SUPPLIED DATA ->
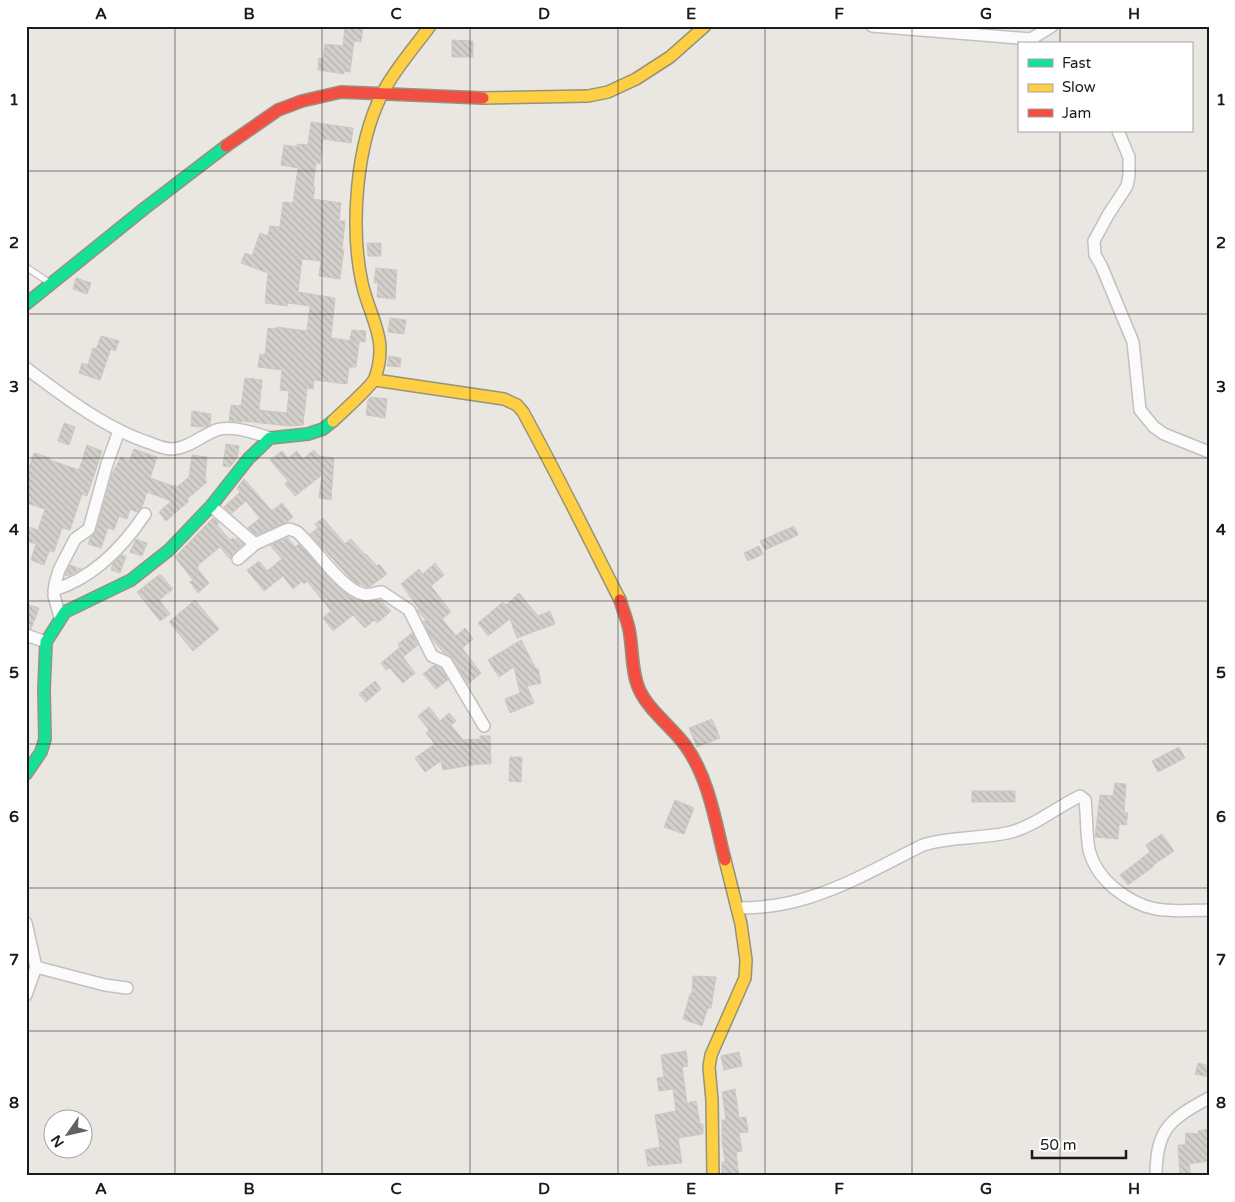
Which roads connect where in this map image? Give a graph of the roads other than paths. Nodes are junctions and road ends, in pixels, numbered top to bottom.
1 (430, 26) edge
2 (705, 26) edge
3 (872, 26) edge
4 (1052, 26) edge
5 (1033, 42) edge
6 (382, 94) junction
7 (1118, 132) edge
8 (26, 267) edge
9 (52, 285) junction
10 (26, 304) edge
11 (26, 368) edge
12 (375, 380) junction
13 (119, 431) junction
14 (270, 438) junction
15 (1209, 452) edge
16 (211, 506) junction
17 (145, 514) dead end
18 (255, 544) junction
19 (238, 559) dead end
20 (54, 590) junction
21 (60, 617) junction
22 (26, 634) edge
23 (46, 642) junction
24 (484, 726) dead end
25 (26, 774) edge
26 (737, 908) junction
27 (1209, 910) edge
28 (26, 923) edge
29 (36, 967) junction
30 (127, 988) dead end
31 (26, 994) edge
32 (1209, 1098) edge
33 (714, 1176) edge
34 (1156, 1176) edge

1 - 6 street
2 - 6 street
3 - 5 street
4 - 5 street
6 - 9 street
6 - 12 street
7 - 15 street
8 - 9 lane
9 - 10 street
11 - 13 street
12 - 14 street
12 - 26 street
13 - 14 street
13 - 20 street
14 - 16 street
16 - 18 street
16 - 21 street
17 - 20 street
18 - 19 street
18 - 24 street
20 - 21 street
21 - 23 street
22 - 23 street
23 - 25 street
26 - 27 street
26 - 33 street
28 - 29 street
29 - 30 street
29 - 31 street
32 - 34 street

EXERCISE DIRECTIONS -> Copy out every line of the material above that contains the string "dead".

YOUR RESPONSE ->
17 (145, 514) dead end
19 (238, 559) dead end
24 (484, 726) dead end
30 (127, 988) dead end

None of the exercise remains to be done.